A 20% cut is way too tight
When this change is taken into account, our analysis suggests that a 20% fleet-wide emissions target would be far out of reach for many firms even if all of their current sales were to switch from petrol and diesel to hybrid.
Firms which have lagged on cleaning their ICE sales, such as BMW and Mercedes, would need to reduce the emissions of their ICE vehicles by more than 30%. Firms which have performed moderately well in reducing fleet CO₂ emissions such as VW and Ford would need to find reductions of 20-25%. Even Toyota would have a shortage of allowances and little scope to reduce emissions further - 75% of its vehicles are already hybrids.
Therefore our initial conclusion is that implementing a 20% target reduction would give the appearance of permission to sell hybrid vehicles whilst throttling it to vanishingly low levels in practice. Whilst this may have its attractions, it feels politically unachievable in reality. Firms would be incentivised to invest in the hybridisation of their sales whilst being in practice unable to realise any significant level of return on that investment - exactly the situation Government is keen to avoid in the case of vans.

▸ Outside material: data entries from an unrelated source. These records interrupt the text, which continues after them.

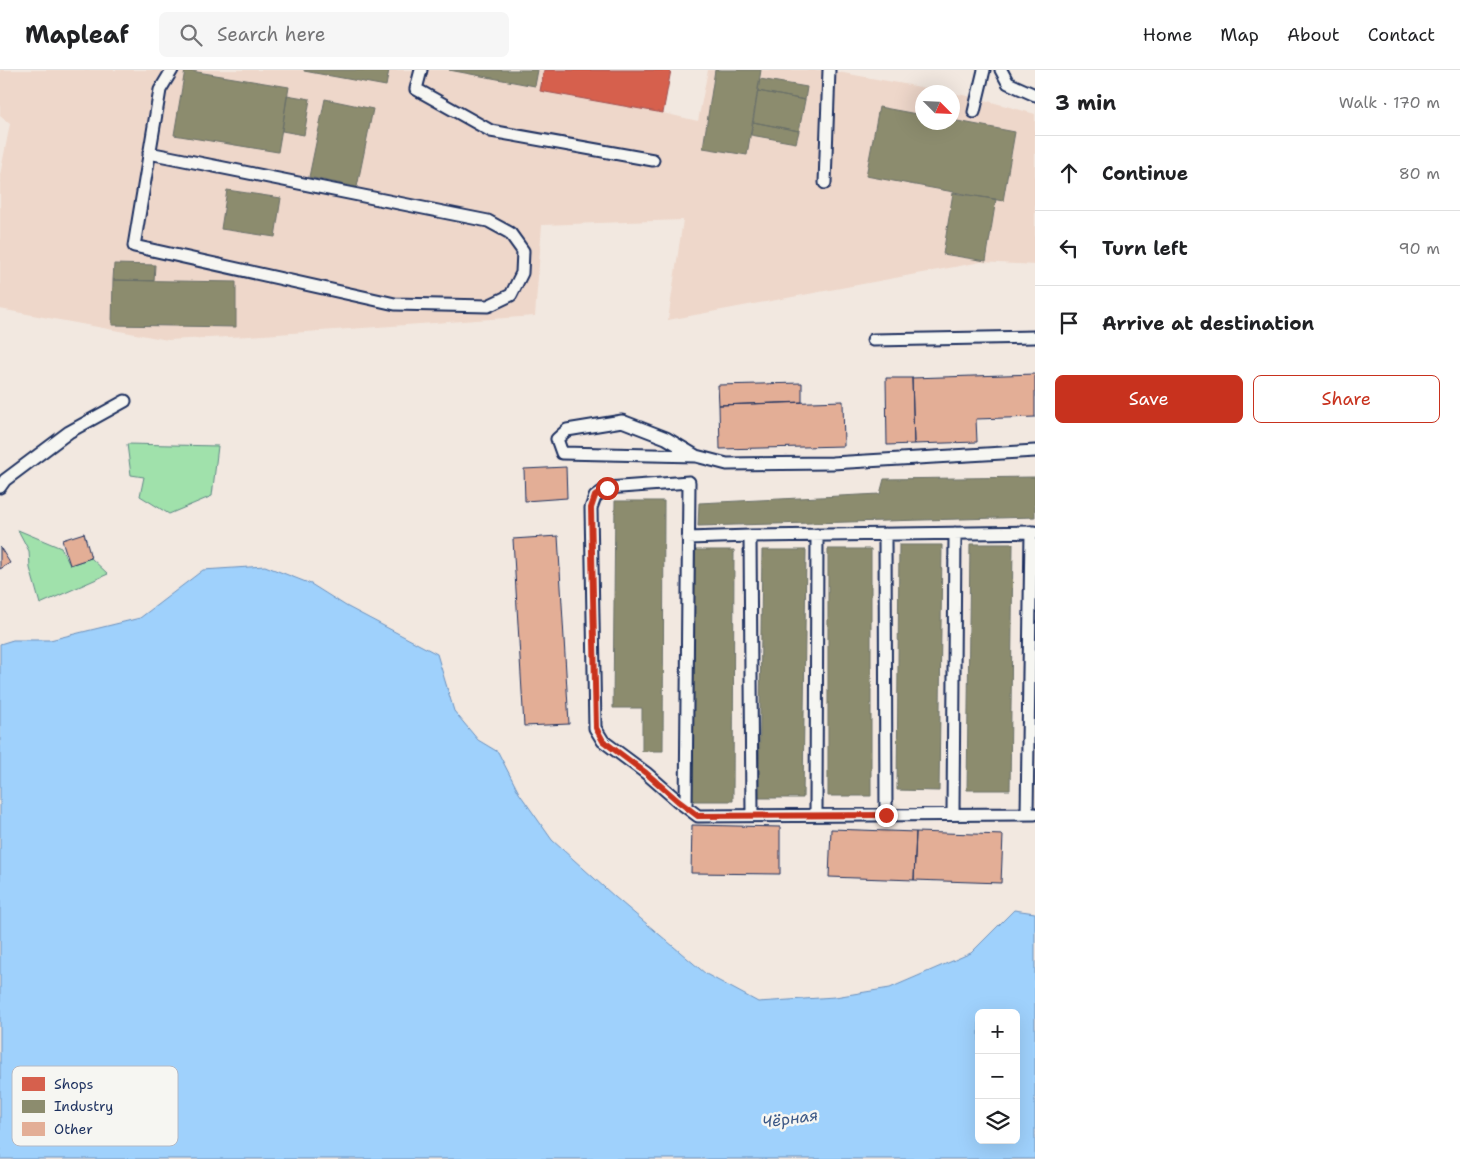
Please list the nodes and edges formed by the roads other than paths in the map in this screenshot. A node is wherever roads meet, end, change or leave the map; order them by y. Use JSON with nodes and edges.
{"nodes":[{"id":1,"x":172,"y":70,"type":"edge"},
{"id":2,"x":421,"y":70,"type":"edge"},
{"id":3,"x":829,"y":70,"type":"edge"},
{"id":4,"x":984,"y":70,"type":"edge"},
{"id":5,"x":1001,"y":70,"type":"edge"},
{"id":6,"x":1035,"y":95,"type":"edge"},
{"id":7,"x":974,"y":112,"type":"dead end"},
{"id":8,"x":149,"y":153,"type":"junction"},
{"id":9,"x":653,"y":160,"type":"dead end"},
{"id":10,"x":825,"y":183,"type":"dead end"},
{"id":11,"x":1035,"y":337,"type":"edge"},
{"id":12,"x":873,"y":340,"type":"dead end"},
{"id":13,"x":125,"y":400,"type":"dead end"},
{"id":14,"x":1035,"y":451,"type":"edge"},
{"id":15,"x":696,"y":456,"type":"junction"},
{"id":16,"x":2,"y":482,"type":"edge"},
{"id":17,"x":1033,"y":532,"type":"edge"},
{"id":18,"x":955,"y":533,"type":"junction"},
{"id":19,"x":885,"y":534,"type":"junction"},
{"id":20,"x":750,"y":536,"type":"junction"},
{"id":21,"x":817,"y":536,"type":"junction"},
{"id":22,"x":688,"y":538,"type":"junction"},
{"id":23,"x":686,"y":807,"type":"junction"},
{"id":24,"x":953,"y":814,"type":"junction"},
{"id":25,"x":1031,"y":814,"type":"edge"},
{"id":26,"x":752,"y":815,"type":"junction"},
{"id":27,"x":816,"y":815,"type":"junction"},
{"id":28,"x":886,"y":815,"type":"junction"}],
"edges":[{"from":1,"to":8,"type":"lane"},
{"from":2,"to":9,"type":"lane"},
{"from":3,"to":10,"type":"lane"},
{"from":4,"to":7,"type":"lane"},
{"from":5,"to":6,"type":"lane"},
{"from":8,"to":8,"type":"lane"},
{"from":11,"to":12,"type":"lane"},
{"from":13,"to":16,"type":"lane"},
{"from":14,"to":15,"type":"lane"},
{"from":15,"to":15,"type":"lane"},
{"from":17,"to":18,"type":"lane"},
{"from":17,"to":25,"type":"lane"},
{"from":18,"to":19,"type":"lane"},
{"from":18,"to":24,"type":"lane"},
{"from":19,"to":21,"type":"lane"},
{"from":19,"to":28,"type":"lane"},
{"from":20,"to":21,"type":"lane"},
{"from":20,"to":22,"type":"lane"},
{"from":20,"to":26,"type":"lane"},
{"from":21,"to":27,"type":"lane"},
{"from":22,"to":23,"type":"lane"},
{"from":22,"to":23,"type":"lane"},
{"from":23,"to":26,"type":"lane"},
{"from":24,"to":25,"type":"lane"},
{"from":24,"to":28,"type":"lane"},
{"from":26,"to":27,"type":"lane"},
{"from":27,"to":28,"type":"lane"}]}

Meanwhile consumers who understand that they can buy a hybrid vehicle would traipse from dealer to dealer to buy vehicles which no-one can afford to sell them. All this is likely to lead to policy instability and last minute dilution of requirements in practice.
But 10% is also too tight
Even under a 10% reduction, only Toyota would have any CO₂ credits when the emissions of plugins are recalibrated and almost every firm except Honda, Hyundai, and JLR would need to cut their emissions by a further 10%. This again offers false promise to manufacturers that they could continue to sell hybrid vehicles if only they can invest enough to make them clean enough - whilst in practice forcing them to delete many of their models from stock, and to perform two juggling acts: not only selling enough BEVs but also making sure that their remaining hybrid sales are sufficiently clean by keeping vehicles in stock but turning all but the most committed purchasers, with the greatest willingness to pay, away.
Our conclusion is that this proposal is not going to survive contact with the reality of the motor manufacturing lobby.
No tightening. Just stretching - and breaking - manifesto commitments
So what we’d be left with is no tightening at all. We wouldn’t see any headline improvement in vehicle efficiency. Government would have read its manifesto promise of “restoring the phase-out date of 2030 for new cars with internal combustion engines” to mean phasing out ICE vehicles unless they had a 1 kWh battery alongside the 3 litre engine.
This is an interpretation stretched up to and well past breaking point. It isn’t going to work. We urge Government to permit only PHEVs and range extended vehicles to be sold in the 2030-2034 transition period.